What you write must match the records exactly, except for the images, which are left out.

+++ SUPPLIED RECORDS

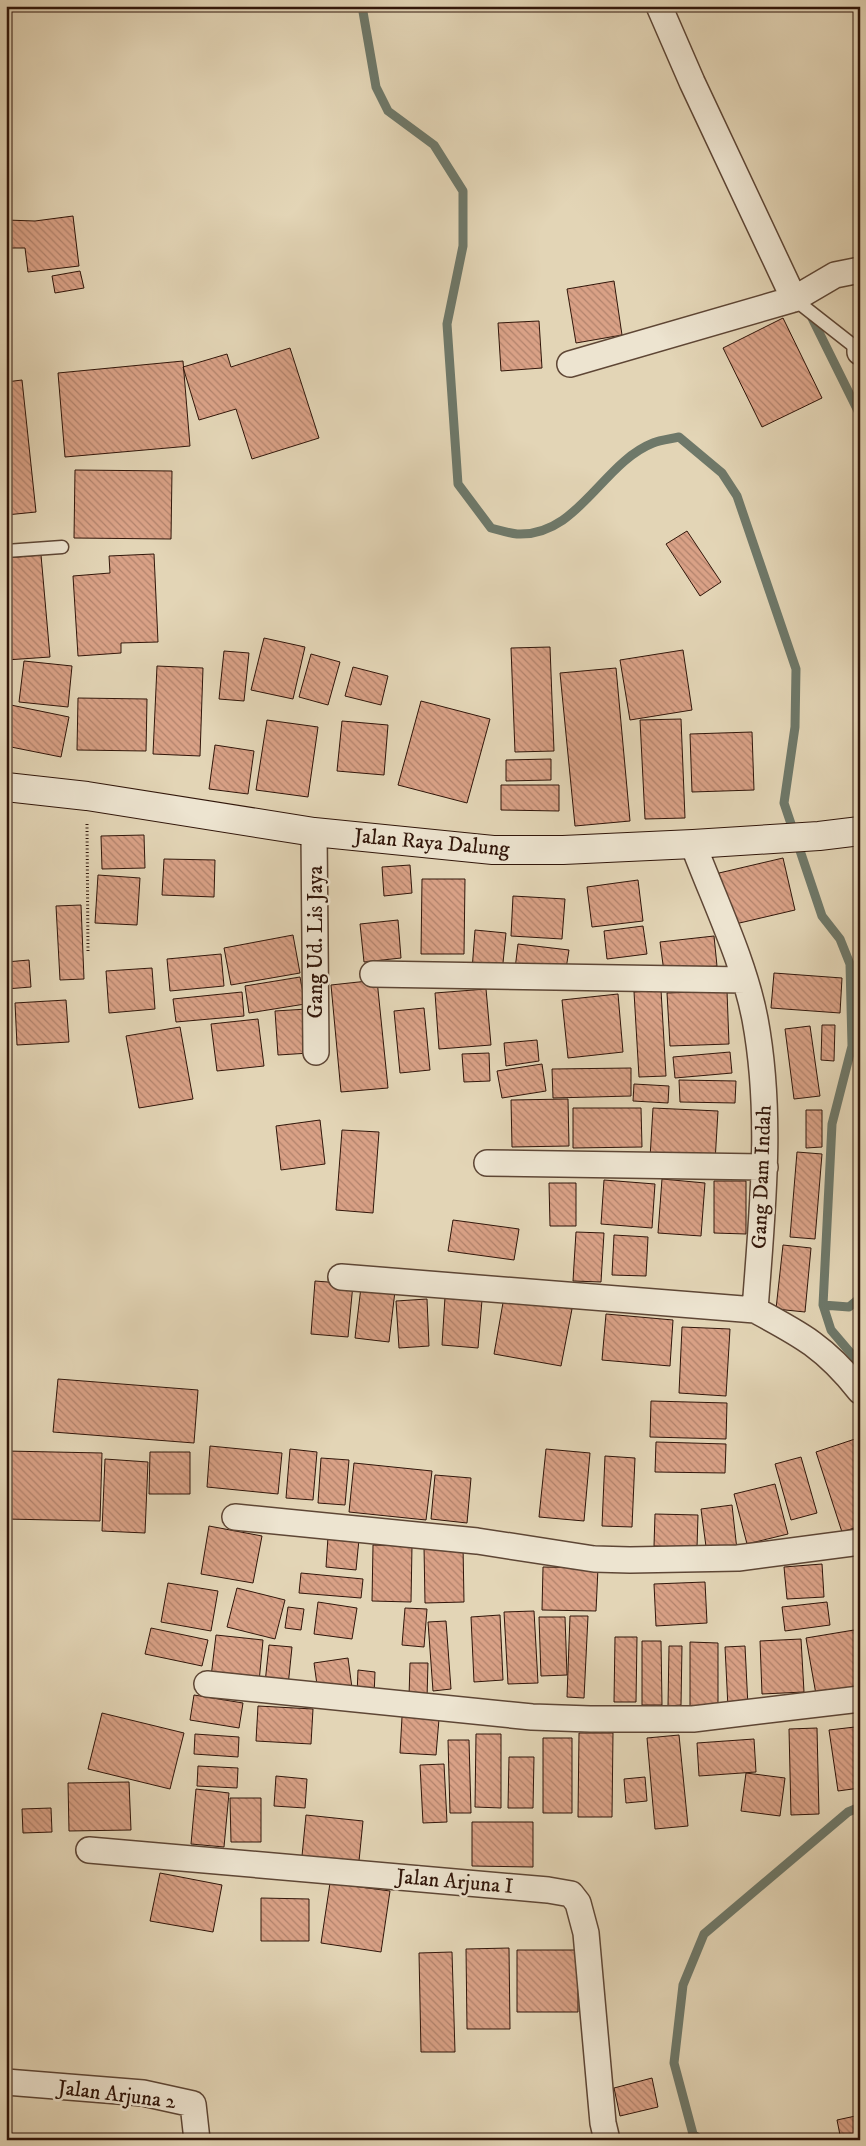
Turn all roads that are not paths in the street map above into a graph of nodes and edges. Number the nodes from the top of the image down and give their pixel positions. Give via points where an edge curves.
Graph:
1 (659, 6) edge
2 (860, 270) edge
3 (794, 299) junction
4 (859, 351) edge
5 (570, 364) dead end
6 (62, 547) dead end
7 (6, 551) edge
8 (6, 787) edge
9 (860, 831) edge
10 (314, 832) junction
11 (693, 844) junction
12 (373, 974) dead end
13 (745, 980) junction
14 (316, 1052) dead end
15 (488, 1163) dead end
16 (766, 1167) junction
17 (341, 1277) dead end
18 (754, 1310) junction
19 (860, 1391) edge
20 (235, 1517) dead end
21 (860, 1542) edge
22 (207, 1684) dead end
23 (860, 1699) edge
24 (89, 1850) dead end
25 (6, 2082) edge
26 (197, 2140) edge
27 (607, 2140) edge

1 - 3 street
2 - 3 street via 835,275
3 - 4 lane
3 - 5 street
6 - 7 lane
8 - 10 street, Jalan Raya Dalung via 86,796
9 - 11 street, Jalan Raya Dalung
10 - 11 street, Jalan Raya Dalung via 493,850
10 - 14 street, Gang Ud. Lis Jaya
11 - 13 street, Gang Dam Indah
12 - 13 street
13 - 16 street, Gang Dam Indah via 755,1019 762,1074
15 - 16 street
16 - 18 street, Gang Dam Indah
17 - 18 street
18 - 19 street via 823,1350
20 - 21 street via 477,1541 594,1559 738,1558
22 - 23 street via 590,1720 693,1719
24 - 27 street, Jalan Arjuna I via 571,1894 578,1903 586,1933
25 - 26 street, Jalan Arjuna 2 via 143,2093 193,2104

++++++

## REPLY TO THE TASK
Turn all roads that are not paths in the street map above into a graph of nodes and edges. Number the nodes from the top of the image down and give their pixel positions. Give via points where an edge curves.
Graph:
1 (659, 6) edge
2 (860, 270) edge
3 (794, 299) junction
4 (859, 351) edge
5 (570, 364) dead end
6 (62, 547) dead end
7 (6, 551) edge
8 (6, 787) edge
9 (860, 831) edge
10 (314, 832) junction
11 (693, 844) junction
12 (373, 974) dead end
13 (745, 980) junction
14 (316, 1052) dead end
15 (488, 1163) dead end
16 (766, 1167) junction
17 (341, 1277) dead end
18 (754, 1310) junction
19 (860, 1391) edge
20 (235, 1517) dead end
21 (860, 1542) edge
22 (207, 1684) dead end
23 (860, 1699) edge
24 (89, 1850) dead end
25 (6, 2082) edge
26 (197, 2140) edge
27 (607, 2140) edge

1 - 3 street
2 - 3 street via 835,275
3 - 4 lane
3 - 5 street
6 - 7 lane
8 - 10 street, Jalan Raya Dalung via 86,796
9 - 11 street, Jalan Raya Dalung
10 - 11 street, Jalan Raya Dalung via 493,850
10 - 14 street, Gang Ud. Lis Jaya
11 - 13 street, Gang Dam Indah
12 - 13 street
13 - 16 street, Gang Dam Indah via 755,1019 762,1074
15 - 16 street
16 - 18 street, Gang Dam Indah
17 - 18 street
18 - 19 street via 823,1350
20 - 21 street via 477,1541 594,1559 738,1558
22 - 23 street via 590,1720 693,1719
24 - 27 street, Jalan Arjuna I via 571,1894 578,1903 586,1933
25 - 26 street, Jalan Arjuna 2 via 143,2093 193,2104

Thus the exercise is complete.